Он набросился на нее, словно изголодавшийся волк. Она отбивалась, как могла, брыкалась, кусалась и царапалась, но это только сильнее распаляло его. Он не бил ее, просто силы были неравными. Наигравшись, словно кот с мышонком, он опрокинул ее на просторное ложе и навалился своим тяжелым телом…
Все кончилось гораздо быстрее, чем она ожидала. Он разозлился, велел одеть ее и накормить. И уснул со счастливой улыбкой на устах, прежде чем вертлявый управляющий увел ее прочь. Нафан исполнил приказание хозяина – набросил на искусанные плечи шерстяную накидку, а потом слуги заволокли ее в холодную комнату с маленьким оконцем под самым потолком, лежаком и тонкой цепочкой, прибитой к стене. Управляющий пристегнул конец цепи к ее щиколотке, рассмеялся довольно и вышел. Кто-то из слуг поставил перед лежаком миску с едой, и она осталась одна. Сжалась в комок в углу темницы, тоскливо заскулила, словно побитая собачонка, и все старалась унять мелкую противную дрожь.
А потом она заплакала, обхватила голову руками и запричитала на своем дикарском языке…
Если бы кто-нибудь в этом доме смог понять ее причитания, то, наверное, сумел бы разобрать слова огнищанки древлянской, на чужбине Рахилью прозванной:
– Боля, ты, боля, Марена Кощевна, остави мя ныне, а приходи надысь…
Глава вторая
РА-РЕКА
13 июля 953 г.
Весла чавкали, словно молодые поросята. Они с шумом погружались в вязкую воду, упирались в нее, изгибались дугой, сердито скрипели укрепами и настырно толкали вперед тяжелую ладью. На почерневшей мачте ненужной тряпкой болталось провисшее полотно ветрила[13].
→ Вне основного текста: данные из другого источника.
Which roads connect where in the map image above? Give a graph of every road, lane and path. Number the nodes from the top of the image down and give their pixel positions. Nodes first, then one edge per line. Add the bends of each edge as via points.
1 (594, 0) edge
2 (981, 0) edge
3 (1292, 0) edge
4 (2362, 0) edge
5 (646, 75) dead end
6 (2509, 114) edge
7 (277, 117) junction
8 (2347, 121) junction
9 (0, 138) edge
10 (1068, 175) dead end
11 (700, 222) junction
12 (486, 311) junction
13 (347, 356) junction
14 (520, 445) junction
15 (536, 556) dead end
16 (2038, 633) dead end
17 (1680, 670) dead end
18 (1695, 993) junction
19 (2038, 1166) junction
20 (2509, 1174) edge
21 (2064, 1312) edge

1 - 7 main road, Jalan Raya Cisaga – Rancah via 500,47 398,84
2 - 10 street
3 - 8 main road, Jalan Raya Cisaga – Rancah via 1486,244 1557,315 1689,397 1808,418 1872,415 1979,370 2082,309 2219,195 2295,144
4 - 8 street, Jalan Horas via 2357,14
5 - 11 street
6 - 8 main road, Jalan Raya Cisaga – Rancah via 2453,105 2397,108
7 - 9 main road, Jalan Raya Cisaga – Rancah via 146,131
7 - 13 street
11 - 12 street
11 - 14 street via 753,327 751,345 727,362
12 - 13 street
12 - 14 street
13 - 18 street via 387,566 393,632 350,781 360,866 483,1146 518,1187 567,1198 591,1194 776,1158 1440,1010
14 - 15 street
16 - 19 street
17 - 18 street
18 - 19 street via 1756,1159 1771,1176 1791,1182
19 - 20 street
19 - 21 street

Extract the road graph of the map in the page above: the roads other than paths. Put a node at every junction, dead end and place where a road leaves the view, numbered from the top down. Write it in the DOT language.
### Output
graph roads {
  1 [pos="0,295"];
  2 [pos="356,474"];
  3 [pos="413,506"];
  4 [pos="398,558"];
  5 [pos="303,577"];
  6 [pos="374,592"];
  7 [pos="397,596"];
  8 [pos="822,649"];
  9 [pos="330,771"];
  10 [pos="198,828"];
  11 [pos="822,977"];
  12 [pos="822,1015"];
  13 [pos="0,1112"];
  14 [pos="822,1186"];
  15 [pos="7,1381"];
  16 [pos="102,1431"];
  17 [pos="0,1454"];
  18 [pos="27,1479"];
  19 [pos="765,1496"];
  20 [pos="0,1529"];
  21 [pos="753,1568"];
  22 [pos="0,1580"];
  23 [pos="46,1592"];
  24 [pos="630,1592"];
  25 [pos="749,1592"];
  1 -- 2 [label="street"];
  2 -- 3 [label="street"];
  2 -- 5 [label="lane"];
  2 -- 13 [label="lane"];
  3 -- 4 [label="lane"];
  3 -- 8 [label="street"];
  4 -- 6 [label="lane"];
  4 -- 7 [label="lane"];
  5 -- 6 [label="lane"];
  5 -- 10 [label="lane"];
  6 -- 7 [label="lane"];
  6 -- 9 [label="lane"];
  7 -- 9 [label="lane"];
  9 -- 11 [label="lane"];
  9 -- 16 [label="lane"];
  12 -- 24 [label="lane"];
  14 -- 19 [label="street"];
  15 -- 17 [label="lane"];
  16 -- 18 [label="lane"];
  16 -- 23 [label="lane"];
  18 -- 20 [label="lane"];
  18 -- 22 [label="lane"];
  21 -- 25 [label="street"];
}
Деготь, разморенный нещадным солнцем, стекал с просмоленных бортов ладьи. Черные капли падали в воду, расходились радужными корогодами и уносились назад. Терялись в белой пене за кормой.
Обожженные летним припеком спины гребцов лоснились от влаги. Люди дружно наваливались на весла. Рвали жилы. Толкали истертыми в кровь ладонями длинные весельные хватки. Выдыхали разом двумя дюжинами пересохших глоток, стараясь не сбиться с ритма:
– Нале-гай! – и перо в воде…
– Нале-гай! – и валек[14] на себя, до боли в руках, до хруста в пояснице…
– Нале-гай! – и ладья, словно птица из сказок о Матери-Сва, взмахивает крыльями весел и летит… летит, разрывая речные волны деревянной грудью.
Заигрался облаками Ветер Стрибожич, задержался где-то вдалеке. А может, устал от вечных метаний по бескрайнему небу, затих да и прикорнул тихонечко. Укрылся среди раскидистых древесных ветвей и не слышит, как зовут его сквозь стиснутые от напряжения зубы, усталые гребцы. Что ему, легкому на подъем небесному страннику, до людских страданий?
– Нале-гай! – давлю я из последних сил на весло, пытаясь хоть ненамного продвинуть груженую ладью к заветной цели.
– Су-у-ши! – наконец кричит кормчий, и изморившиеся гребцы крик его встречают вздохом облегчения.